Kolumbiens Nein zum Frieden
von Gregory Wilpert
Kolumbien ist betäubt von 52 Jahren Bürgerkrieg. Vier Jahre Verhandlungen haben nicht ausgereicht, um die starren politischen Fronten im Land zu lösen. Dass die Revolutionären Streitkräfte Kolumbiens (Farc) und die kolumbianische Regierung überhaupt begannen, miteinander zu reden, liegt daran, dass beide Seiten einsehen mussten, dass eine militärische Lösung unmöglich ist.1
Die Farc hat schwere Verluste hinnehmen müssen, besonders während der verstärkten Repression unter Präsident Álvaro Uribe (2002–2010), der alle Kräfte mobilisiert hatte, um die Guerilla zu vernichten. Damals bekleidete der heutige Präsident Juan Manuel Santos das Amt des Verteidigungsministers. Es war ihm gelungen, mehrere prominente Anführer der Farc töten zu lassen; die übrigen Guerilleros lud er mit flankierenden Resozialisierungsprogrammen ein, die Waffen niederzulegen. Ihre Reihen lichteten sich, aber sie verschwanden nicht. Auch auf staatlicher Seite begann man zu begreifen, dass diese Maßnahmen nicht ausreichten.
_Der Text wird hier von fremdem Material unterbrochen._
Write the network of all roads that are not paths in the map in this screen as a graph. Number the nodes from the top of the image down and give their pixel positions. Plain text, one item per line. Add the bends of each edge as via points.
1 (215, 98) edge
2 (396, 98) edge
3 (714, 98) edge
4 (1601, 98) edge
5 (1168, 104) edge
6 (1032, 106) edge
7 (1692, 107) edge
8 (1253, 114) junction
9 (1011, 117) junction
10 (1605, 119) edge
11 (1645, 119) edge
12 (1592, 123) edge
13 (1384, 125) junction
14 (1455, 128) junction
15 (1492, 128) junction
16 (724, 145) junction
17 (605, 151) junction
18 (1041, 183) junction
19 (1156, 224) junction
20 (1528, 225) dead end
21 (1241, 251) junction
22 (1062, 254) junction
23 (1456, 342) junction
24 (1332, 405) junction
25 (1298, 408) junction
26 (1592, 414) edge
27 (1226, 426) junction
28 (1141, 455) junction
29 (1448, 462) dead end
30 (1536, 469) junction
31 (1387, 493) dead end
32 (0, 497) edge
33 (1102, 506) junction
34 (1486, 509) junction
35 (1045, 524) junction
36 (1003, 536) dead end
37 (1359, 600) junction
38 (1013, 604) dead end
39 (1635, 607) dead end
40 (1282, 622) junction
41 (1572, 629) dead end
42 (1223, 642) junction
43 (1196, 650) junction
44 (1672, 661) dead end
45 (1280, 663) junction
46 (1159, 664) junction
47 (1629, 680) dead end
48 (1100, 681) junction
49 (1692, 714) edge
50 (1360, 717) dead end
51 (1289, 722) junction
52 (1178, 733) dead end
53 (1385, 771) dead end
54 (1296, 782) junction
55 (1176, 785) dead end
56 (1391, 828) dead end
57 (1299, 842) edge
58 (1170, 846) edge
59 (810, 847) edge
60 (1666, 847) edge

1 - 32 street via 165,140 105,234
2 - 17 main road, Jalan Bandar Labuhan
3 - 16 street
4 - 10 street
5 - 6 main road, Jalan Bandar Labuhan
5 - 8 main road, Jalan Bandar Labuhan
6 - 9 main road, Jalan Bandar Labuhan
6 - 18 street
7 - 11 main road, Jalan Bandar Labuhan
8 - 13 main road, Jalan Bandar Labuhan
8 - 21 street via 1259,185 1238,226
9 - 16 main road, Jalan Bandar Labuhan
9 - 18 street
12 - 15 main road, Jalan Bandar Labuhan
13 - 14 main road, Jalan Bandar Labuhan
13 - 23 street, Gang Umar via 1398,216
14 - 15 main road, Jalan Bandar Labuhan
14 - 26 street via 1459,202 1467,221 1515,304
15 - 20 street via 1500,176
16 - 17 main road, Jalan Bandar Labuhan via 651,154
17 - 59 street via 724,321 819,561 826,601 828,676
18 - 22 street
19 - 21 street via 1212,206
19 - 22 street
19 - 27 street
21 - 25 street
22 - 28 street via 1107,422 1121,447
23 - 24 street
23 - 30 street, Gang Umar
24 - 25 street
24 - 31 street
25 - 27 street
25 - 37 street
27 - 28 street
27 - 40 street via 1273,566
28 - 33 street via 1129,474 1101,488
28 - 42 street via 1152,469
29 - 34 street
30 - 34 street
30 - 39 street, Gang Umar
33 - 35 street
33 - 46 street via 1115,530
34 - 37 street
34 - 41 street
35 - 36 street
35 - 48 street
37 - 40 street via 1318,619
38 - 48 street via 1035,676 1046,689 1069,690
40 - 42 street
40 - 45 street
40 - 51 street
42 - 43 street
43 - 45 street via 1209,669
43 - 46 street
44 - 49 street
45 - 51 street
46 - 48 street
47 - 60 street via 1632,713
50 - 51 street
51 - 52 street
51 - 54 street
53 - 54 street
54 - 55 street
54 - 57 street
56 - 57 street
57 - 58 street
In den 1990er Jahren, unter Präsident Gaviria (1990–1994), hatte die Phase der wirtschaftlichen Liberalisierung begonnen: Senkung der Einfuhrzölle, Deregulierung, Privatisierung, Liberalisierung des Außenhandels, verstärkte Produktion für den Weltmarkt.2 Diese neoliberale Wirtschaftspolitik wurde jedoch vom Bürgerkrieg konterkariert: Die Farc und andere Konfliktparteien erhoben in den von ihnen kontrollierten Gebieten Steuern von den Grundbesitzern; sie entführten immer häufiger Geiseln und forderten Lösegeld. Die internationalen Unternehmen, zumal in den Bergbauregionen, mussten Unsummen für ihre Sicherheit ausgeben.
Die Antwort der Eliten auf diese Situation war die massive Förderung und teilweise Neugründung von rechtsextremen paramilitärischen Gruppen. Die stärkste war die AUC (Vereinigte Bürgerwehren Kolumbiens). Deren offizielles Ziel war es, dem Staat bei der Bekämpfung der Guerillas zu helfen. Sie begingen unzählige politische Morde an Gewerkschaftlern, Bürgerrechtlern, Journalisten und Angehörigen oppositioneller Parteien. Und sie sorgten für die Vertreibung von mehreren Millionen Kleinbauern, die der Grundbesitzeroligarchie bei der Ausweitung des Bergbaus und der exportorientierten Agrarindustrie im Wege waren.3
Als Nachfolger des Hardliners Uribe wurde im August 2010 Juan Manuel Santos Präsident: einer, der die kosmopolitische Oberschicht der Städte perfekt verkörperte und die kolumbianische Wirtschaft modernisieren wollte. Die Zeit war gekommen, mit der Farc und der anderen großen Guerillagruppe, der ELN, zu reden.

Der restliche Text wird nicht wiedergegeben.